::: RECORDS SUPPLIED

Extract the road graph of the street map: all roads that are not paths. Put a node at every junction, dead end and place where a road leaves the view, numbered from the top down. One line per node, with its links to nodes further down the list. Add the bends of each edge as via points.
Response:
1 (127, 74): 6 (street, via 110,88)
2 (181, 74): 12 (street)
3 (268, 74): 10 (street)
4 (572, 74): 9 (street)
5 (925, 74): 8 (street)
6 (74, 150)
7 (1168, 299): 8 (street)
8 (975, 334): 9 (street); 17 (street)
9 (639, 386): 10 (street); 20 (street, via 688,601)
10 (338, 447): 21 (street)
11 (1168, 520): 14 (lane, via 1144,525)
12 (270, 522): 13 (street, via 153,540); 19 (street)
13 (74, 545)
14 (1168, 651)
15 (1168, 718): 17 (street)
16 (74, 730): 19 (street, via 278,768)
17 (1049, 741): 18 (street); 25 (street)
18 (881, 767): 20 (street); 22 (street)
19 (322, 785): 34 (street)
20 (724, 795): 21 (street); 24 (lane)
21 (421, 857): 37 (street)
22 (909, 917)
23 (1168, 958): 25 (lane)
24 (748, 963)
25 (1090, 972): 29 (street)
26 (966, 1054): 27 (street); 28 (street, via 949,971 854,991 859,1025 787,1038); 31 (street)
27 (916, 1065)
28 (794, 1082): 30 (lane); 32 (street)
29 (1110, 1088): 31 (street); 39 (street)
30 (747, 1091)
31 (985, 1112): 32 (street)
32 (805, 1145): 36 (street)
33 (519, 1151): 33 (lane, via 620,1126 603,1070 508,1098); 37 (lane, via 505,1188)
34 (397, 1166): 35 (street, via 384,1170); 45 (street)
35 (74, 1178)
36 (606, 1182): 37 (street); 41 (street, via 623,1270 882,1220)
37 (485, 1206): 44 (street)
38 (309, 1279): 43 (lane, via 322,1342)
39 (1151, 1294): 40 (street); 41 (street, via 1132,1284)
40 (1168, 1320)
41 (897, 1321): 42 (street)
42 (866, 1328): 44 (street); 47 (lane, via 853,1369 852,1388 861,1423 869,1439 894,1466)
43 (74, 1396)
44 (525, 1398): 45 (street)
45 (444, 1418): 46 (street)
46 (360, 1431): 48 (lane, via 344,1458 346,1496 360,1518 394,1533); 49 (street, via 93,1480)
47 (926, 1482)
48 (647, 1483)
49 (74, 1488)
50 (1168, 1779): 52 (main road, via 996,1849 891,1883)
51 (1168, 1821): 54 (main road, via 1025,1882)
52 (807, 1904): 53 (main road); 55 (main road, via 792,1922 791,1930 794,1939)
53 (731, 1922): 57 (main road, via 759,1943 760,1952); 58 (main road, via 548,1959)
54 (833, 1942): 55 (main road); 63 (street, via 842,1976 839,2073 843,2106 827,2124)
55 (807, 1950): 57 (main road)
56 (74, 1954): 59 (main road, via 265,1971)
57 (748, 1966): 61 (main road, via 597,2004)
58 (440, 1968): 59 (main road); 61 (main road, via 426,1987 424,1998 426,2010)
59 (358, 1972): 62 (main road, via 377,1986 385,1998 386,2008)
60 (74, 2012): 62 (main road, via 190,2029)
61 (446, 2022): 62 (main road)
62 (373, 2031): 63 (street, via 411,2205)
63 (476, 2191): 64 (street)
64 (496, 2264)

::::::

■ ASSIGNMENT
Please filter the data down to the lines containing the word "lane".

■ EXPECTED ANSWER
11 (1168, 520): 14 (lane, via 1144,525)
20 (724, 795): 21 (street); 24 (lane)
23 (1168, 958): 25 (lane)
28 (794, 1082): 30 (lane); 32 (street)
33 (519, 1151): 33 (lane, via 620,1126 603,1070 508,1098); 37 (lane, via 505,1188)
38 (309, 1279): 43 (lane, via 322,1342)
42 (866, 1328): 44 (street); 47 (lane, via 853,1369 852,1388 861,1423 869,1439 894,1466)
46 (360, 1431): 48 (lane, via 344,1458 346,1496 360,1518 394,1533); 49 (street, via 93,1480)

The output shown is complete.